• [Your goal] Going line by line through the data below, report how many lines include the word "Tremaine", with nothing added.
··· Records shown ···
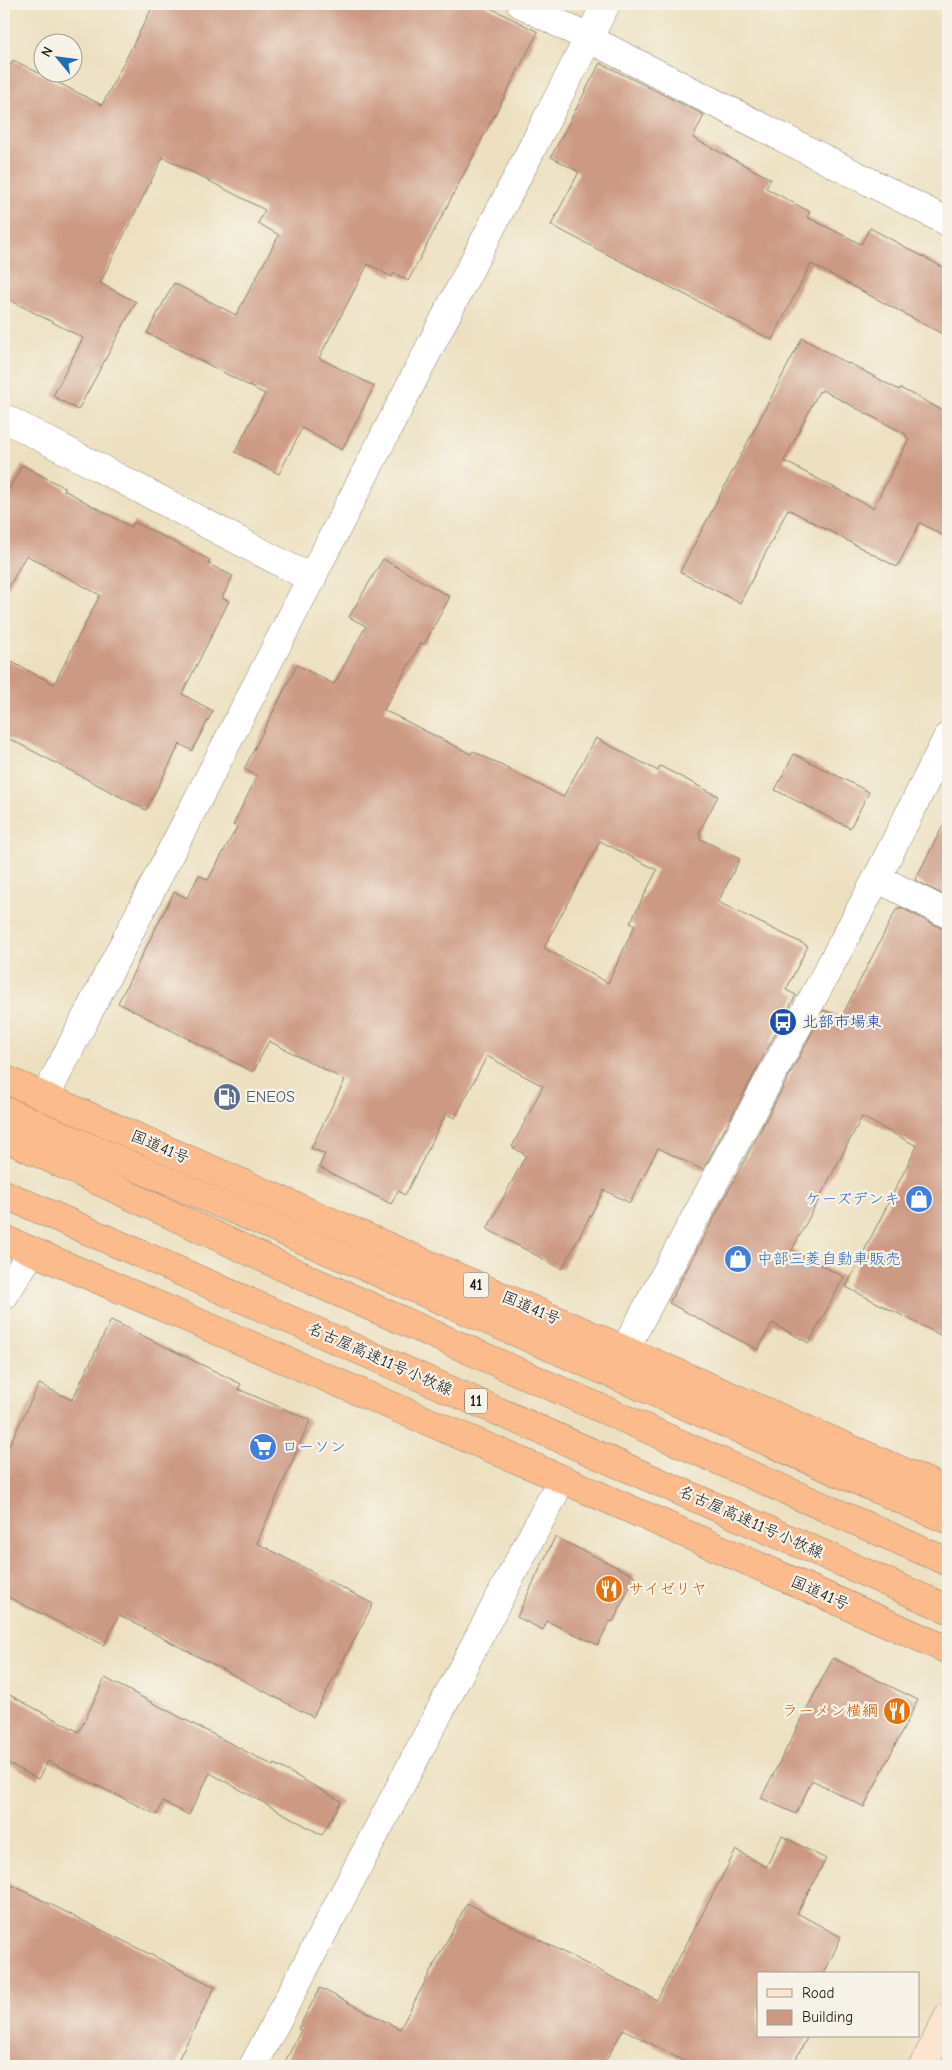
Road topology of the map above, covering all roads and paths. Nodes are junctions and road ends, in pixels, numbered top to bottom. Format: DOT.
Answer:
graph roads {
  1 [pos="521,4"];
  2 [pos="606,4"];
  3 [pos="588,39"];
  4 [pos="948,222"];
  5 [pos="4,418"];
  6 [pos="312,579"];
  7 [pos="948,736"];
  8 [pos="877,878"];
  9 [pos="948,914"];
  10 [pos="4,1079"];
  11 [pos="45,1097"];
  12 [pos="4,1110"];
  13 [pos="4,1137"];
  14 [pos="4,1194"];
  15 [pos="4,1239"];
  16 [pos="32,1251"];
  17 [pos="4,1296"];
  18 [pos="625,1349"];
  19 [pos="562,1479"];
  20 [pos="948,1492"];
  21 [pos="948,1520"];
  22 [pos="948,1562"];
  23 [pos="948,1609"];
  24 [pos="948,1650"];
  25 [pos="948,2017"];
  26 [pos="253,2066"];
  27 [pos="923,2066"];
  1 -- 3 [label="street"];
  2 -- 3 [label="street"];
  3 -- 4 [label="street"];
  3 -- 6 [label="street"];
  5 -- 6 [label="street"];
  6 -- 11 [label="street"];
  7 -- 8 [label="street"];
  8 -- 9 [label="street"];
  8 -- 18 [label="street"];
  10 -- 11 [label="highway, 国道41号 / 41"];
  11 -- 18 [label="highway, 国道41号 / 41"];
  12 -- 21 [label="highway"];
  13 -- 22 [label="highway"];
  14 -- 23 [label="highway, 名古屋高速11号小牧線 / 11"];
  15 -- 16 [label="highway, 国道41号"];
  16 -- 17 [label="street"];
  16 -- 19 [label="highway, 国道41号"];
  18 -- 20 [label="highway, 国道41号 / 41"];
  19 -- 24 [label="highway, 国道41号"];
  19 -- 26 [label="street"];
  25 -- 27 [label="street"];
}
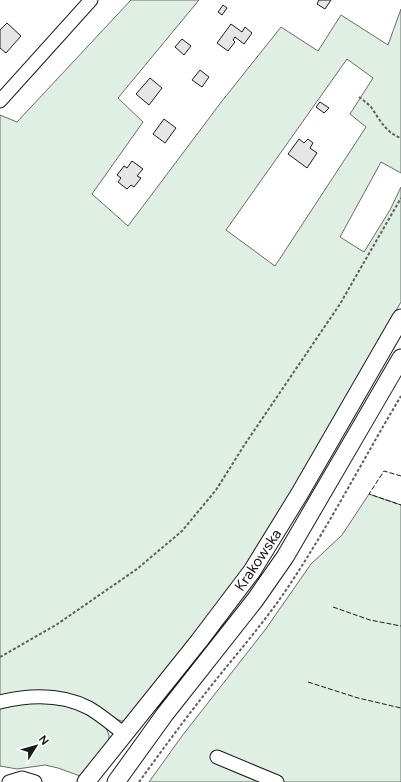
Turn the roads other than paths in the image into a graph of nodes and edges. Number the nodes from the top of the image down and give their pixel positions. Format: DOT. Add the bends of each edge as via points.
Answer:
graph roads {
  1 [pos="91,0"];
  2 [pos="0,102"];
  3 [pos="401,318"];
  4 [pos="401,358"];
  5 [pos="0,702"];
  6 [pos="124,734"];
  7 [pos="217,757"];
  8 [pos="9,782"];
  9 [pos="35,782"];
  10 [pos="86,782"];
  11 [pos="116,782"];
  12 [pos="277,782"];
  1 -- 2 [label="street"];
  3 -- 6 [label="main road, Krakowska" via="252,571"];
  4 -- 11 [label="main road, Krakowska" via="281,563"];
  5 -- 6 [label="street" via="34,697 63,699 88,708"];
  6 -- 10 [label="main road, Krakowska"];
  7 -- 12 [label="street"];
  8 -- 9 [label="street" via="22,778"];
}
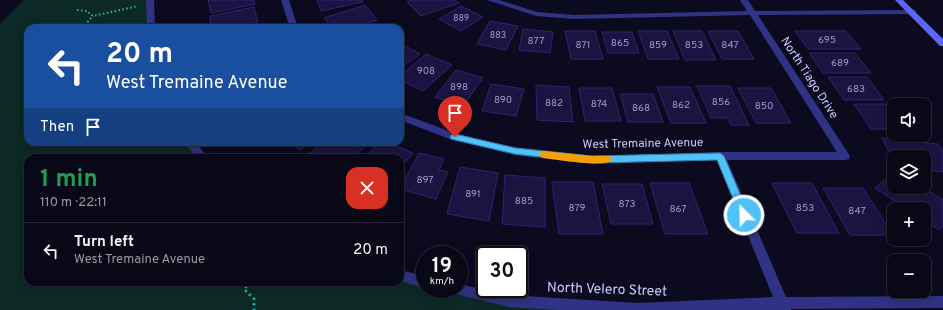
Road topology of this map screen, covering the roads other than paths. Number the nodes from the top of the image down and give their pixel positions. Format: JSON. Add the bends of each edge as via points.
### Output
{"nodes":[{"id":1,"x":285,"y":0,"type":"edge"},
{"id":2,"x":491,"y":0,"type":"edge"},
{"id":3,"x":744,"y":0,"type":"edge"},
{"id":4,"x":899,"y":0,"type":"edge"},
{"id":5,"x":150,"y":2,"type":"edge"},
{"id":6,"x":912,"y":12,"type":"junction"},
{"id":7,"x":752,"y":13,"type":"junction"},
{"id":8,"x":151,"y":24,"type":"edge"},
{"id":9,"x":293,"y":24,"type":"edge"},
{"id":10,"x":943,"y":44,"type":"edge"},
{"id":11,"x":404,"y":118,"type":"edge"},
{"id":12,"x":192,"y":146,"type":"edge"},
{"id":13,"x":200,"y":154,"type":"edge"},
{"id":14,"x":720,"y":156,"type":"junction"},
{"id":15,"x":845,"y":156,"type":"joint"},
{"id":16,"x":404,"y":277,"type":"edge"},
{"id":17,"x":416,"y":280,"type":"edge"},
{"id":18,"x":468,"y":291,"type":"edge"},
{"id":19,"x":943,"y":302,"type":"edge"},
{"id":20,"x":783,"y":306,"type":"edge"}],
"edges":[{"from":1,"to":9,"type":"street"},
{"from":2,"to":7,"type":"street","via":[[536,14],[574,17]]},
{"from":3,"to":7,"type":"street","name":"North Tiago Drive"},
{"from":4,"to":6,"type":"main road"},
{"from":5,"to":8,"type":"street"},
{"from":6,"to":7,"type":"street"},
{"from":6,"to":10,"type":"main road"},
{"from":7,"to":15,"type":"street","name":"North Tiago Drive"},
{"from":11,"to":14,"type":"street","name":"West Tremaine Avenue","via":[[455,137],[515,151],[592,160]]},
{"from":12,"to":13,"type":"street"},
{"from":14,"to":15,"type":"street","name":"West Tremaine Avenue"},
{"from":14,"to":20,"type":"street"},
{"from":16,"to":17,"type":"street"},
{"from":18,"to":20,"type":"street","name":"North Velero Street","via":[[509,300],[638,309]]},
{"from":19,"to":20,"type":"street","name":"North Velero Street"}]}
···
• [Exercise output] 2